*Record excerpts*
══════════

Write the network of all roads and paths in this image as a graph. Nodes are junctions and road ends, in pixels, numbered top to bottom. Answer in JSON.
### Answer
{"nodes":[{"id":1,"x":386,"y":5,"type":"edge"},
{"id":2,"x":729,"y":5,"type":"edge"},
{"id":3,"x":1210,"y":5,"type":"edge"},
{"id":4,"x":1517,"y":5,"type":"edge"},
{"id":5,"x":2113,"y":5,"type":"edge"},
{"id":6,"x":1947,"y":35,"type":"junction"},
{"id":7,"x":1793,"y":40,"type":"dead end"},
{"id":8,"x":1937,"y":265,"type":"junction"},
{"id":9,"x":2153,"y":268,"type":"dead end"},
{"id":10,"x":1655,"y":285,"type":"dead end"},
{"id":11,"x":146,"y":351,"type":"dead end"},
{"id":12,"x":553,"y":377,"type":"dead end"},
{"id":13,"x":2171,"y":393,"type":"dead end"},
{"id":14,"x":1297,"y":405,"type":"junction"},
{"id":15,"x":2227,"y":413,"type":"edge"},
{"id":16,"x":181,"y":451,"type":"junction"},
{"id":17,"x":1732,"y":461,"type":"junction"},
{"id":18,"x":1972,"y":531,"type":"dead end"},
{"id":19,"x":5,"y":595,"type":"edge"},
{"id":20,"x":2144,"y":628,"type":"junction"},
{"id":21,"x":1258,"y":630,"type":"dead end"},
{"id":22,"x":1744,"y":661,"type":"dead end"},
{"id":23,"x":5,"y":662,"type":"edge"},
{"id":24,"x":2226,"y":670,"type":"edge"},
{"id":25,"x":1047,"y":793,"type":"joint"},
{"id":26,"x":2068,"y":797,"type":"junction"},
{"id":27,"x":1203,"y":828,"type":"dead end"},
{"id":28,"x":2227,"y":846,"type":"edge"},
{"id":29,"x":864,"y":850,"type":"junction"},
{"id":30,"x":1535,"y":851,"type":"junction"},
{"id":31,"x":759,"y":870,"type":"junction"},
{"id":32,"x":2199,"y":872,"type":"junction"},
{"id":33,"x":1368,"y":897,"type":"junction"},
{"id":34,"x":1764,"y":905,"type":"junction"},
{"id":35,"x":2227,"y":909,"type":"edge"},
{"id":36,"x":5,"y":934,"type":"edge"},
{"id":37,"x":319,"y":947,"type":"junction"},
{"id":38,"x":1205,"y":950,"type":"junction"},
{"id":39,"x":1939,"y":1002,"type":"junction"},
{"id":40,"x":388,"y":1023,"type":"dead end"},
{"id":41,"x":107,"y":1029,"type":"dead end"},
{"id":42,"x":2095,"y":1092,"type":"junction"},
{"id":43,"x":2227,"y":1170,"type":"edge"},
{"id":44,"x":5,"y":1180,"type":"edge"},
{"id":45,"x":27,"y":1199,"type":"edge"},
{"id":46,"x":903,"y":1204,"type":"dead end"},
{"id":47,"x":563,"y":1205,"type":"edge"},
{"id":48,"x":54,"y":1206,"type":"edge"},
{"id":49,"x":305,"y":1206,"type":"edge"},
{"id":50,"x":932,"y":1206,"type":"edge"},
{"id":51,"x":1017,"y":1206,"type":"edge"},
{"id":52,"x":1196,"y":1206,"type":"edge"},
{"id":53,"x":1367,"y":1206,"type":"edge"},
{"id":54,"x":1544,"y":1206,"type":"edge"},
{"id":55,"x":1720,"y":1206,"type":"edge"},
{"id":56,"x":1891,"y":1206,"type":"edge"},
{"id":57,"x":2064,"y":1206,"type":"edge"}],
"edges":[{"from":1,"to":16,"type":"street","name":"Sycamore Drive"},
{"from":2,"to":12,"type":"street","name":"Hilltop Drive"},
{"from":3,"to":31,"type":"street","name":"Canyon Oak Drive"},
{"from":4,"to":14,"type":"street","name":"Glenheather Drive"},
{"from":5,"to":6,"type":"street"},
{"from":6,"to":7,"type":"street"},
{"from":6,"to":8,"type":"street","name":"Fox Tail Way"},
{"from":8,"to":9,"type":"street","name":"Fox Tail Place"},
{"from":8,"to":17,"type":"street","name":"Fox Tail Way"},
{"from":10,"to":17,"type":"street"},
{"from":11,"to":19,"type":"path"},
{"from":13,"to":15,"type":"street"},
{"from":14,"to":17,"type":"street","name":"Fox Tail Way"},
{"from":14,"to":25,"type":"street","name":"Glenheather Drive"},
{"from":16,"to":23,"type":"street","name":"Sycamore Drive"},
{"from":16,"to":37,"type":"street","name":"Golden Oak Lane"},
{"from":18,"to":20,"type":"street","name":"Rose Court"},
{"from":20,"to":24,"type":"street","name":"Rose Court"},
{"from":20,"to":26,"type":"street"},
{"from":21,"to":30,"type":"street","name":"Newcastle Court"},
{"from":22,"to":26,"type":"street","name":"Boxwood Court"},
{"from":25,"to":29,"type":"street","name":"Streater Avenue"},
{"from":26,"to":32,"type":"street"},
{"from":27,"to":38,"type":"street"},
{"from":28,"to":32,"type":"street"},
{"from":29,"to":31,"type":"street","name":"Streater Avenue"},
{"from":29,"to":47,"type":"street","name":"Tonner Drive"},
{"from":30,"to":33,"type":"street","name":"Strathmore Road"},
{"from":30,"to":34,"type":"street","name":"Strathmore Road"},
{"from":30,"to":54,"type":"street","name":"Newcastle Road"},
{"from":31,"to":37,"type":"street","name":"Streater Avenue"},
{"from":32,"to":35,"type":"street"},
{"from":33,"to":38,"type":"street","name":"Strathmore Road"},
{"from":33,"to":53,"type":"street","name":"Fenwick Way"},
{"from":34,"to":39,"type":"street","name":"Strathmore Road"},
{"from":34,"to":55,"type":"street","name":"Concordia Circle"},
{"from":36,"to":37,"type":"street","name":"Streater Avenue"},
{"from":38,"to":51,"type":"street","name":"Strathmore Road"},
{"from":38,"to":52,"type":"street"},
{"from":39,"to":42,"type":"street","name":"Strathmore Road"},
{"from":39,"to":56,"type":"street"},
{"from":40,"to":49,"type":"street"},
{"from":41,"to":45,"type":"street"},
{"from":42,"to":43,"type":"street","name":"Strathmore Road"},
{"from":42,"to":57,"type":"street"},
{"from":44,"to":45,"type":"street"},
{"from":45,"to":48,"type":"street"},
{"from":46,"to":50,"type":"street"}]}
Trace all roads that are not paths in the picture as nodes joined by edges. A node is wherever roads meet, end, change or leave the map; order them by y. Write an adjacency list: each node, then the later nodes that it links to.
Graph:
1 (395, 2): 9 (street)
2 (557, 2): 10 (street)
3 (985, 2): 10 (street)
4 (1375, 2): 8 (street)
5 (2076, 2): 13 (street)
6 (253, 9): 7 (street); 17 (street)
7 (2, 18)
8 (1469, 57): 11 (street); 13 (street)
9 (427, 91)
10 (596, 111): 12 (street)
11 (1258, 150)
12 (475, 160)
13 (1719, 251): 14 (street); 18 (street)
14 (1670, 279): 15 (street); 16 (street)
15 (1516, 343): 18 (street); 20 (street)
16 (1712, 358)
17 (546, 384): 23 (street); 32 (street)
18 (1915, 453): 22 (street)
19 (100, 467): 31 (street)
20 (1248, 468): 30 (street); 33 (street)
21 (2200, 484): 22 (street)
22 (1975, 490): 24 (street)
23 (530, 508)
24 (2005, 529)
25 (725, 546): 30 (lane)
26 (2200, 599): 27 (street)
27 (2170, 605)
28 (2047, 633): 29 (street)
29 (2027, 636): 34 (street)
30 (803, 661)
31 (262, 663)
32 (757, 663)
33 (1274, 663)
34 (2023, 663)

══════════

*Problem requirements*
The response must consist of all the data, reproduced without alteration.

*Response box*
Write the network of all roads and paths in this image as a graph. Nodes are junctions and road ends, in pixels, numbered top to bottom. Answer in JSON.
### Answer
{"nodes":[{"id":1,"x":386,"y":5,"type":"edge"},
{"id":2,"x":729,"y":5,"type":"edge"},
{"id":3,"x":1210,"y":5,"type":"edge"},
{"id":4,"x":1517,"y":5,"type":"edge"},
{"id":5,"x":2113,"y":5,"type":"edge"},
{"id":6,"x":1947,"y":35,"type":"junction"},
{"id":7,"x":1793,"y":40,"type":"dead end"},
{"id":8,"x":1937,"y":265,"type":"junction"},
{"id":9,"x":2153,"y":268,"type":"dead end"},
{"id":10,"x":1655,"y":285,"type":"dead end"},
{"id":11,"x":146,"y":351,"type":"dead end"},
{"id":12,"x":553,"y":377,"type":"dead end"},
{"id":13,"x":2171,"y":393,"type":"dead end"},
{"id":14,"x":1297,"y":405,"type":"junction"},
{"id":15,"x":2227,"y":413,"type":"edge"},
{"id":16,"x":181,"y":451,"type":"junction"},
{"id":17,"x":1732,"y":461,"type":"junction"},
{"id":18,"x":1972,"y":531,"type":"dead end"},
{"id":19,"x":5,"y":595,"type":"edge"},
{"id":20,"x":2144,"y":628,"type":"junction"},
{"id":21,"x":1258,"y":630,"type":"dead end"},
{"id":22,"x":1744,"y":661,"type":"dead end"},
{"id":23,"x":5,"y":662,"type":"edge"},
{"id":24,"x":2226,"y":670,"type":"edge"},
{"id":25,"x":1047,"y":793,"type":"joint"},
{"id":26,"x":2068,"y":797,"type":"junction"},
{"id":27,"x":1203,"y":828,"type":"dead end"},
{"id":28,"x":2227,"y":846,"type":"edge"},
{"id":29,"x":864,"y":850,"type":"junction"},
{"id":30,"x":1535,"y":851,"type":"junction"},
{"id":31,"x":759,"y":870,"type":"junction"},
{"id":32,"x":2199,"y":872,"type":"junction"},
{"id":33,"x":1368,"y":897,"type":"junction"},
{"id":34,"x":1764,"y":905,"type":"junction"},
{"id":35,"x":2227,"y":909,"type":"edge"},
{"id":36,"x":5,"y":934,"type":"edge"},
{"id":37,"x":319,"y":947,"type":"junction"},
{"id":38,"x":1205,"y":950,"type":"junction"},
{"id":39,"x":1939,"y":1002,"type":"junction"},
{"id":40,"x":388,"y":1023,"type":"dead end"},
{"id":41,"x":107,"y":1029,"type":"dead end"},
{"id":42,"x":2095,"y":1092,"type":"junction"},
{"id":43,"x":2227,"y":1170,"type":"edge"},
{"id":44,"x":5,"y":1180,"type":"edge"},
{"id":45,"x":27,"y":1199,"type":"edge"},
{"id":46,"x":903,"y":1204,"type":"dead end"},
{"id":47,"x":563,"y":1205,"type":"edge"},
{"id":48,"x":54,"y":1206,"type":"edge"},
{"id":49,"x":305,"y":1206,"type":"edge"},
{"id":50,"x":932,"y":1206,"type":"edge"},
{"id":51,"x":1017,"y":1206,"type":"edge"},
{"id":52,"x":1196,"y":1206,"type":"edge"},
{"id":53,"x":1367,"y":1206,"type":"edge"},
{"id":54,"x":1544,"y":1206,"type":"edge"},
{"id":55,"x":1720,"y":1206,"type":"edge"},
{"id":56,"x":1891,"y":1206,"type":"edge"},
{"id":57,"x":2064,"y":1206,"type":"edge"}],
"edges":[{"from":1,"to":16,"type":"street","name":"Sycamore Drive"},
{"from":2,"to":12,"type":"street","name":"Hilltop Drive"},
{"from":3,"to":31,"type":"street","name":"Canyon Oak Drive"},
{"from":4,"to":14,"type":"street","name":"Glenheather Drive"},
{"from":5,"to":6,"type":"street"},
{"from":6,"to":7,"type":"street"},
{"from":6,"to":8,"type":"street","name":"Fox Tail Way"},
{"from":8,"to":9,"type":"street","name":"Fox Tail Place"},
{"from":8,"to":17,"type":"street","name":"Fox Tail Way"},
{"from":10,"to":17,"type":"street"},
{"from":11,"to":19,"type":"path"},
{"from":13,"to":15,"type":"street"},
{"from":14,"to":17,"type":"street","name":"Fox Tail Way"},
{"from":14,"to":25,"type":"street","name":"Glenheather Drive"},
{"from":16,"to":23,"type":"street","name":"Sycamore Drive"},
{"from":16,"to":37,"type":"street","name":"Golden Oak Lane"},
{"from":18,"to":20,"type":"street","name":"Rose Court"},
{"from":20,"to":24,"type":"street","name":"Rose Court"},
{"from":20,"to":26,"type":"street"},
{"from":21,"to":30,"type":"street","name":"Newcastle Court"},
{"from":22,"to":26,"type":"street","name":"Boxwood Court"},
{"from":25,"to":29,"type":"street","name":"Streater Avenue"},
{"from":26,"to":32,"type":"street"},
{"from":27,"to":38,"type":"street"},
{"from":28,"to":32,"type":"street"},
{"from":29,"to":31,"type":"street","name":"Streater Avenue"},
{"from":29,"to":47,"type":"street","name":"Tonner Drive"},
{"from":30,"to":33,"type":"street","name":"Strathmore Road"},
{"from":30,"to":34,"type":"street","name":"Strathmore Road"},
{"from":30,"to":54,"type":"street","name":"Newcastle Road"},
{"from":31,"to":37,"type":"street","name":"Streater Avenue"},
{"from":32,"to":35,"type":"street"},
{"from":33,"to":38,"type":"street","name":"Strathmore Road"},
{"from":33,"to":53,"type":"street","name":"Fenwick Way"},
{"from":34,"to":39,"type":"street","name":"Strathmore Road"},
{"from":34,"to":55,"type":"street","name":"Concordia Circle"},
{"from":36,"to":37,"type":"street","name":"Streater Avenue"},
{"from":38,"to":51,"type":"street","name":"Strathmore Road"},
{"from":38,"to":52,"type":"street"},
{"from":39,"to":42,"type":"street","name":"Strathmore Road"},
{"from":39,"to":56,"type":"street"},
{"from":40,"to":49,"type":"street"},
{"from":41,"to":45,"type":"street"},
{"from":42,"to":43,"type":"street","name":"Strathmore Road"},
{"from":42,"to":57,"type":"street"},
{"from":44,"to":45,"type":"street"},
{"from":45,"to":48,"type":"street"},
{"from":46,"to":50,"type":"street"}]}
Trace all roads that are not paths in the picture as nodes joined by edges. A node is wherever roads meet, end, change or leave the map; order them by y. Write an adjacency list: each node, then the later nodes that it links to.
Graph:
1 (395, 2): 9 (street)
2 (557, 2): 10 (street)
3 (985, 2): 10 (street)
4 (1375, 2): 8 (street)
5 (2076, 2): 13 (street)
6 (253, 9): 7 (street); 17 (street)
7 (2, 18)
8 (1469, 57): 11 (street); 13 (street)
9 (427, 91)
10 (596, 111): 12 (street)
11 (1258, 150)
12 (475, 160)
13 (1719, 251): 14 (street); 18 (street)
14 (1670, 279): 15 (street); 16 (street)
15 (1516, 343): 18 (street); 20 (street)
16 (1712, 358)
17 (546, 384): 23 (street); 32 (street)
18 (1915, 453): 22 (street)
19 (100, 467): 31 (street)
20 (1248, 468): 30 (street); 33 (street)
21 (2200, 484): 22 (street)
22 (1975, 490): 24 (street)
23 (530, 508)
24 (2005, 529)
25 (725, 546): 30 (lane)
26 (2200, 599): 27 (street)
27 (2170, 605)
28 (2047, 633): 29 (street)
29 (2027, 636): 34 (street)
30 (803, 661)
31 (262, 663)
32 (757, 663)
33 (1274, 663)
34 (2023, 663)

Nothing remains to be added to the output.